(Records excerpted from a collection)
- Opening Delimiter -

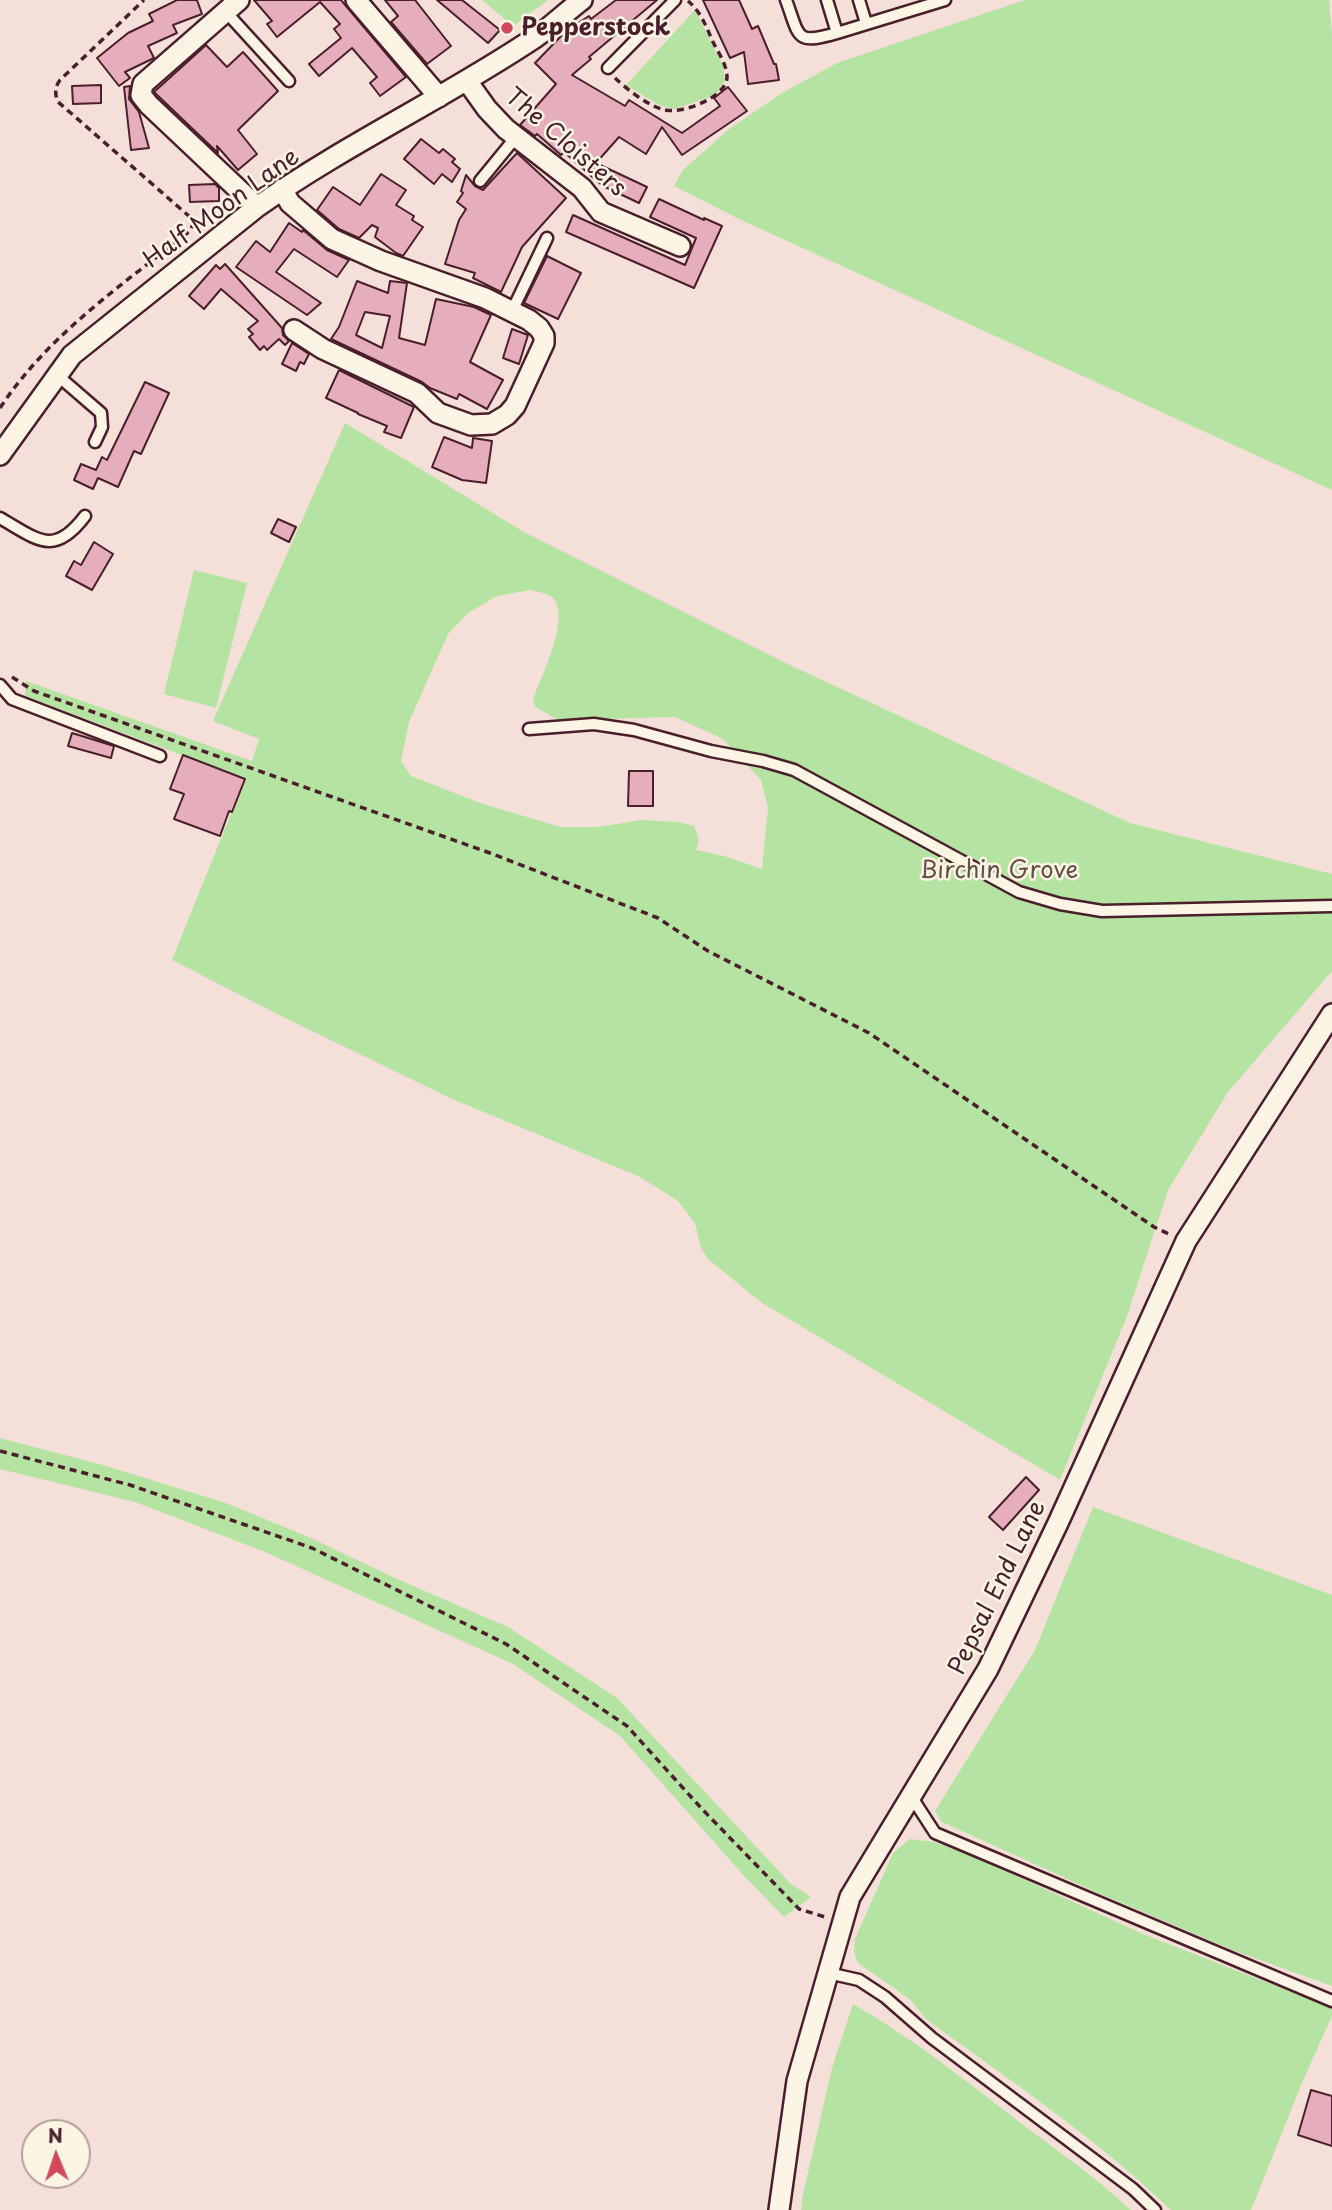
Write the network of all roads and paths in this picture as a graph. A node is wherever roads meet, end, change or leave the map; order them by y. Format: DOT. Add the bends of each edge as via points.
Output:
graph roads {
  1 [pos="144,0"];
  2 [pos="356,0"];
  3 [pos="582,0"];
  4 [pos="675,0"];
  5 [pos="687,0"];
  6 [pos="786,0"];
  7 [pos="827,0"];
  8 [pos="859,0"];
  9 [pos="902,0"];
  10 [pos="945,0"];
  11 [pos="232,6"];
  12 [pos="905,12"];
  13 [pos="866,23"];
  14 [pos="837,33"];
  15 [pos="608,68"];
  16 [pos="289,80"];
  17 [pos="467,80"];
  18 [pos="439,97"];
  19 [pos="516,137"];
  20 [pos="480,181"];
  21 [pos="282,189"];
  22 [pos="257,207"];
  23 [pos="547,238"];
  24 [pos="680,246"];
  25 [pos="512,311"];
  26 [pos="294,330"];
  27 [pos="57,375"];
  28 [pos="0,408"];
  29 [pos="95,442"];
  30 [pos="0,455"];
  31 [pos="85,516"];
  32 [pos="0,519"];
  33 [pos="11,677"];
  34 [pos="0,685"];
  35 [pos="529,729"];
  36 [pos="160,756"];
  37 [pos="1332,906"];
  38 [pos="1332,1014"];
  39 [pos="1186,1241"];
  40 [pos="0,1451"];
  41 [pos="911,1796"];
  42 [pos="841,1922"];
  43 [pos="828,1973"];
  44 [pos="1332,2001"];
  45 [pos="779,2210"];
  46 [pos="1155,2210"];
  1 -- 28 [label="path" via="60,80 55,93 57,101 193,224 47,350"];
  2 -- 18 [label="street"];
  3 -- 17 [label="street, Half Moon Lane" via="538,35"];
  4 -- 15 [label="lane"];
  5 -- 15 [label="path" via="698,10 726,67 726,85 720,93 687,109 663,109 627,90"];
  6 -- 14 [label="lane" via="803,39"];
  7 -- 14 [label="lane"];
  8 -- 13 [label="lane"];
  9 -- 12 [label="lane"];
  10 -- 12 [label="lane"];
  11 -- 16 [label="lane"];
  11 -- 22 [label="street" via="143,84 141,94"];
  12 -- 13 [label="lane"];
  13 -- 14 [label="lane"];
  17 -- 18 [label="street, Half Moon Lane"];
  17 -- 19 [label="street, The Cloisters"];
  18 -- 21 [label="street, Half Moon Lane"];
  19 -- 20 [label="lane"];
  19 -- 24 [label="street, The Cloisters" via="582,188 601,212"];
  21 -- 22 [label="street, Half Moon Lane"];
  21 -- 25 [label="street" via="290,203 332,239"];
  22 -- 27 [label="street, Half Moon Lane" via="72,355"];
  23 -- 25 [label="lane"];
  25 -- 26 [label="street" via="539,328 544,343 515,406 492,424 471,425 438,413 416,393 323,349"];
  27 -- 29 [label="lane" via="101,412 102,427"];
  27 -- 30 [label="street, Half Moon Lane"];
  31 -- 32 [label="lane" via="68,537 58,541 31,537"];
  33 -- 39 [label="path" via="34,691 490,853 658,918 708,951 869,1033 1154,1227"];
  34 -- 36 [label="lane" via="12,699"];
  35 -- 37 [label="lane" via="594,724 634,730 794,770 1019,892 1060,904 1102,911"];
  38 -- 39 [label="street, Pepsal End Lane"];
  39 -- 41 [label="street, Pepsal End Lane" via="988,1669"];
  40 -- 42 [label="path" via="130,1485 312,1548 506,1644 627,1727 799,1909"];
  41 -- 42 [label="street, Pepsal End Lane" via="850,1897"];
  41 -- 44 [label="lane" via="936,1833"];
  42 -- 43 [label="street, Pepsal End Lane"];
  43 -- 45 [label="street, Pepsal End Lane" via="797,2081"];
  43 -- 46 [label="lane" via="859,1980 885,1997"];
}
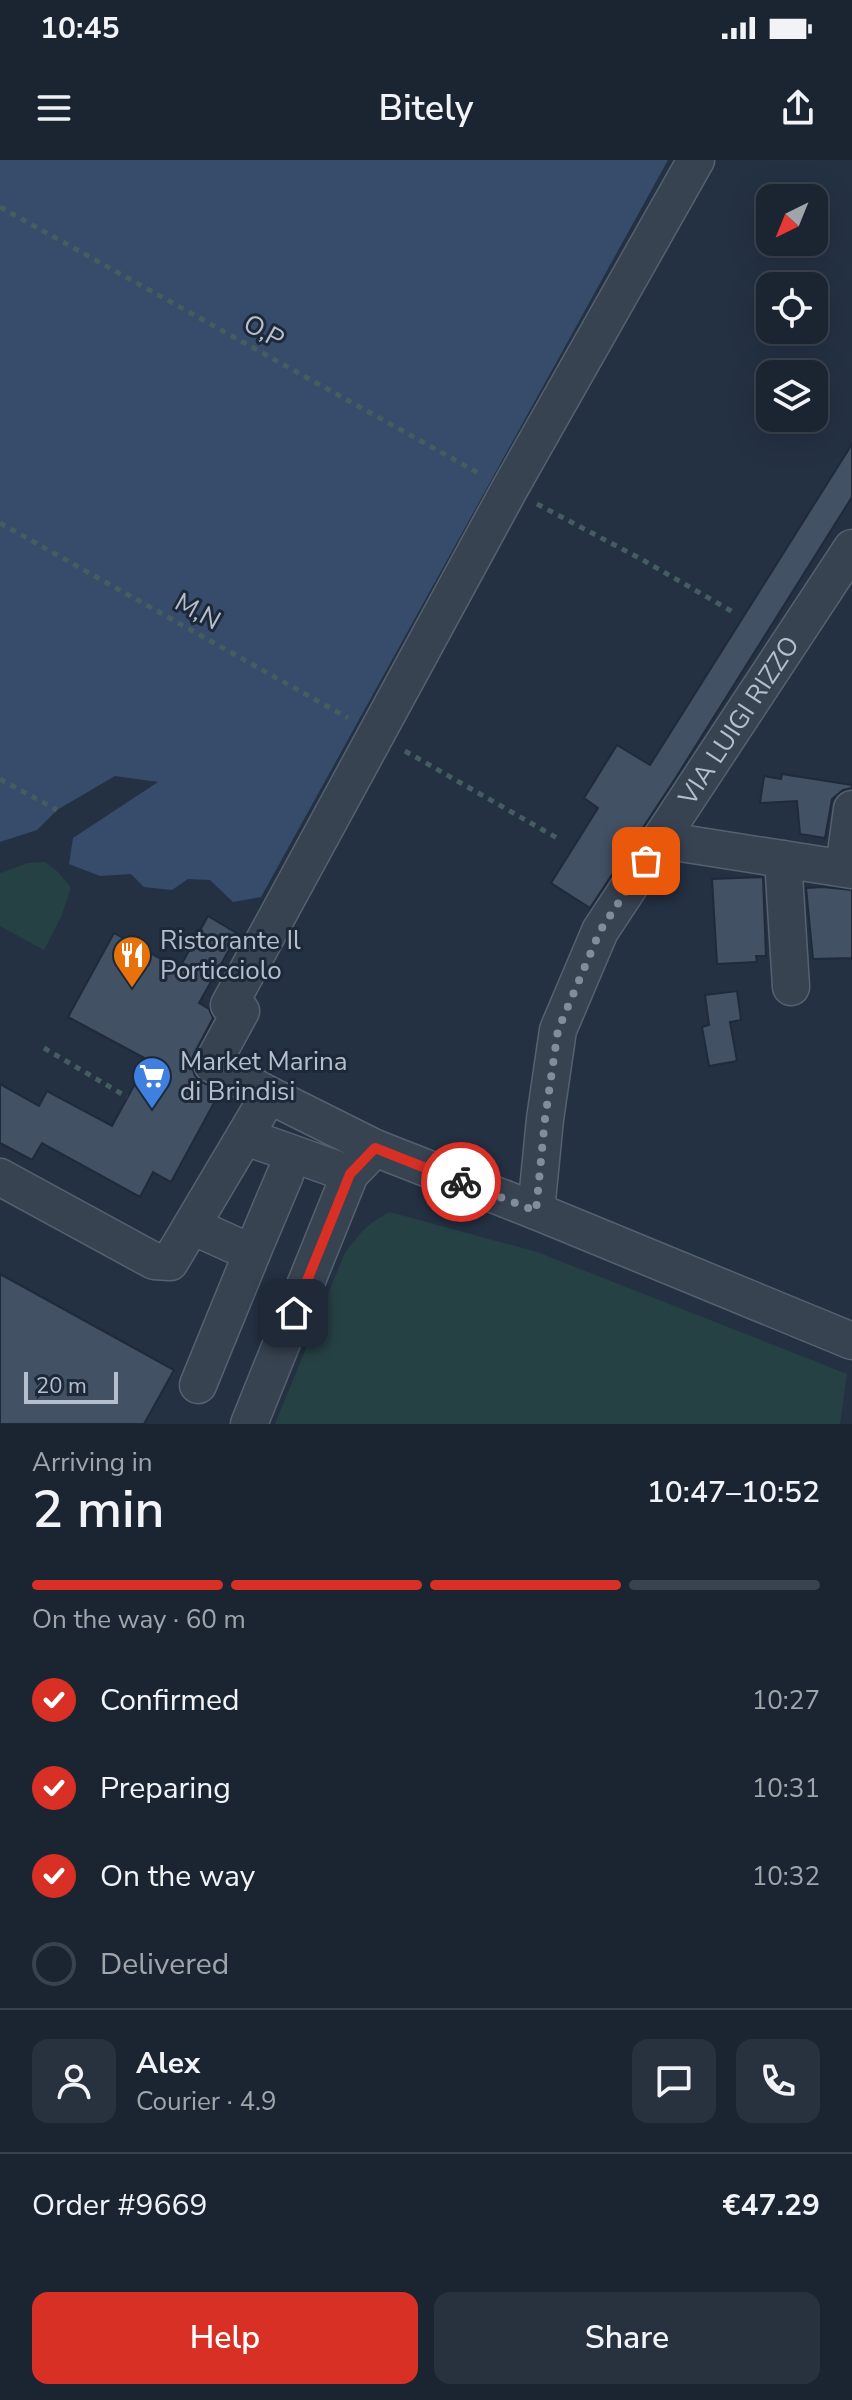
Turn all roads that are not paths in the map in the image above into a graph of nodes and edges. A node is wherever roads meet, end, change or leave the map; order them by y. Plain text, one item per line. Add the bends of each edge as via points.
1 (696, 160) edge
2 (852, 548) edge
3 (852, 809) edge
4 (661, 838) junction
5 (783, 859) junction
6 (848, 869) edge
7 (791, 987) dead end
8 (269, 1095) junction
9 (246, 1137) junction
10 (375, 1148) junction
11 (350, 1174) junction
12 (285, 1175) dead end
13 (0, 1177) edge
14 (536, 1211) junction
15 (192, 1226) junction
16 (252, 1253) junction
17 (852, 1341) edge
18 (198, 1385) dead end
19 (249, 1424) edge

1 - 8 street via 509,490 229,1005 241,1011 212,1064
2 - 4 street, VIA LUIGI RIZZO
3 - 6 street
4 - 5 street
4 - 14 street, VIA LUIGI RIZZO via 600,931 558,1030
5 - 6 street
5 - 7 street
8 - 9 street
8 - 10 street
9 - 11 street
9 - 15 street
10 - 11 street
10 - 14 street
11 - 19 street
12 - 16 street
13 - 15 street via 154,1261 170,1262
14 - 17 street
15 - 16 street
16 - 18 street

- Closing Delimiter -

Using the data above, say how many lines include "meet". No other reply is needed.

Task solution – 2